Boatbuilders of Fleetwood

(illustrated - with sources quoted where known)

Armour boats have figured largely in our researches. Tom Armour (Uncle Tom) lent us the cuttings he had accumulated over many years so we have been able to build up a record of some of them.

The Armours came from the banks from the Clyde before they went to Londonderry, Ireland, in the early 19th century. Before the 'new' town was planned and built on the sand-dunes where the River Wyre flowed into Morecambe Bay and the Irish Sea, there was little but the odd farm, a few cottages and a rabbit warren that was known as a good place to hide if escaping from the law!

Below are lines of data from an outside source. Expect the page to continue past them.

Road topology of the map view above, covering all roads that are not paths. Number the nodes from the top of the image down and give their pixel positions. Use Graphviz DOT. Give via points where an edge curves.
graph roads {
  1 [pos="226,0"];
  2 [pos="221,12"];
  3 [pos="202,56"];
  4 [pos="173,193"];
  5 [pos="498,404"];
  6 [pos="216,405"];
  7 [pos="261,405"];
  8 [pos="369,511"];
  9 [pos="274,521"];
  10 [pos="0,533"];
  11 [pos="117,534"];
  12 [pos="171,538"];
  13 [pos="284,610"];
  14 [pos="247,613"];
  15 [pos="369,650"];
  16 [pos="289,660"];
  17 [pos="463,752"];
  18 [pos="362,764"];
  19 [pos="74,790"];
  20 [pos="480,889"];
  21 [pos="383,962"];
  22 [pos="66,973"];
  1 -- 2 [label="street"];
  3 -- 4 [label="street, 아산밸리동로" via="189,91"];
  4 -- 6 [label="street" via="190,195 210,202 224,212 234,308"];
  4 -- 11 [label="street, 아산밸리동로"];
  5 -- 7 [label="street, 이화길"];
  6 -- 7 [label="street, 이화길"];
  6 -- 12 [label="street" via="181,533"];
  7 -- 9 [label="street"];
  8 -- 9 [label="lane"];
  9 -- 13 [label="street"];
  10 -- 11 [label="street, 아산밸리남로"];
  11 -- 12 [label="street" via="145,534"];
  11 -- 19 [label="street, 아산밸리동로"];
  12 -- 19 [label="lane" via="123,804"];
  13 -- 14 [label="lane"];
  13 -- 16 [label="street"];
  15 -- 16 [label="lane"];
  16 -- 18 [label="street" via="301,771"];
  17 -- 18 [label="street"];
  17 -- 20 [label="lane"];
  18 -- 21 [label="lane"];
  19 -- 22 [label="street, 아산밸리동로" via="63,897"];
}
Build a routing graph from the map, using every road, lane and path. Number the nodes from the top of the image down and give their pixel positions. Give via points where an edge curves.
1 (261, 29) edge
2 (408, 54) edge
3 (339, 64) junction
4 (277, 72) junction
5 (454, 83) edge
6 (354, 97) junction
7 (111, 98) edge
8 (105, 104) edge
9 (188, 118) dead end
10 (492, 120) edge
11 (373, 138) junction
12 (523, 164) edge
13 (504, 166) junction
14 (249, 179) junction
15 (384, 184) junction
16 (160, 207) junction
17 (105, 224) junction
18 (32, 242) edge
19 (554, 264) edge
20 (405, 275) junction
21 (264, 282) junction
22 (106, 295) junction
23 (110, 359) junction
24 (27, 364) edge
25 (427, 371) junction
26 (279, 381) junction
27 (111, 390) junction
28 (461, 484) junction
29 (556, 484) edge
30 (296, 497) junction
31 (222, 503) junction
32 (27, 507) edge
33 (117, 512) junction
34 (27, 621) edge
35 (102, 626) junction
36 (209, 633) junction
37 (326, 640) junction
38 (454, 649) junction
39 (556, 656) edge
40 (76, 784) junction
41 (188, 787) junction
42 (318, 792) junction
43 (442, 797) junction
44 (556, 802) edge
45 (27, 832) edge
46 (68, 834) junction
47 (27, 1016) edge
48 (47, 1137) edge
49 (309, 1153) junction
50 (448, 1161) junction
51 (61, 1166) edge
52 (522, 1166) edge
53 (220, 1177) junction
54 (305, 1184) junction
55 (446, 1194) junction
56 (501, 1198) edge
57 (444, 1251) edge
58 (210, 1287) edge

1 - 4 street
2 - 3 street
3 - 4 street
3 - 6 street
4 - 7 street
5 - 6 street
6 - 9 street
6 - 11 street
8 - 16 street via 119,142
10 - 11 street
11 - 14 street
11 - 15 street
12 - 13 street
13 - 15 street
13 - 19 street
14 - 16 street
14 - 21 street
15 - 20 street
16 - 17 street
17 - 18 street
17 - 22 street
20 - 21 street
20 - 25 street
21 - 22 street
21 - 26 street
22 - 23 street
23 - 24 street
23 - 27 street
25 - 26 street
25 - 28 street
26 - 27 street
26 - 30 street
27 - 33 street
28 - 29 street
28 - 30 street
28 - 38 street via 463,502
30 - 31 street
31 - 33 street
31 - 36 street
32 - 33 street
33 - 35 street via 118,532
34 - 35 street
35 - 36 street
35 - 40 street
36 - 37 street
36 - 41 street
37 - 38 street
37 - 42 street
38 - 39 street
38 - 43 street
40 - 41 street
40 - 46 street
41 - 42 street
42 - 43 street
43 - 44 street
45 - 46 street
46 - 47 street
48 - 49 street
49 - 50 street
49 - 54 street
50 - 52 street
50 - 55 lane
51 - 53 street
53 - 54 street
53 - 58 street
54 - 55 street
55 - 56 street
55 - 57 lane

The river provided a good sheltered harbour for fishing boats and Isle of Man and Irish packet boats and was constructed on a revolutionary grid pattern by Sir Peter Hesketh Fleetwood who gave his name to the town. The Fleetwood Fishing company was founded in 1841. All kinds of boats were soon in great demand, trawlers, shrimpers, pilot boats and then luxury yachts for the successful. By the end of the century Fleetwood was the largest fishing port in the north-west, and ranked third in importance in Britain.

James Armour - referred to here as James(1) - married Ann in 1838. He was a blacksmith by trade. Four of his eleven children were born in Derry, then his 5th child, David, was born in Fleetwood in December 1847. James(1), who died on 24 Jan 1875, was not the founder of the boatbuilding firm, nor his eldest son John, an engineer, who had died before him, in 1868, being drowned at sea. The inscription over the workshop on Dock St as shown by Catherine Rothwell in her book, Fleetwood as it was, (Henderson, publ. Hendon Mill, Nelson) includes at the top: ESTABLISHED 1880. By this time James(1) had been dead five years, so it must be James(2) (1845-1910). All three surviving sons, John, James(3) and Joseph, were eventually involved in 'J.Armour & Sons' and then as 'Armour Bros.' Joseph, whose name is over the shop door in the photo, mainly ran the chandlers shop. A more modern (1988) photo can be seen below, but this building has now been demolished and replaced by a supermarket. Their building shed was on Wyre Dock, near to the old slipway which is shown in the rather fuzzy photo of the launch of the Louie Rigby below. John, the eldest son, died in 1908 and his father, James(2) in 1910. James(3) and Joseph continued in business for many more years, and lived on till the middle of the 20th century.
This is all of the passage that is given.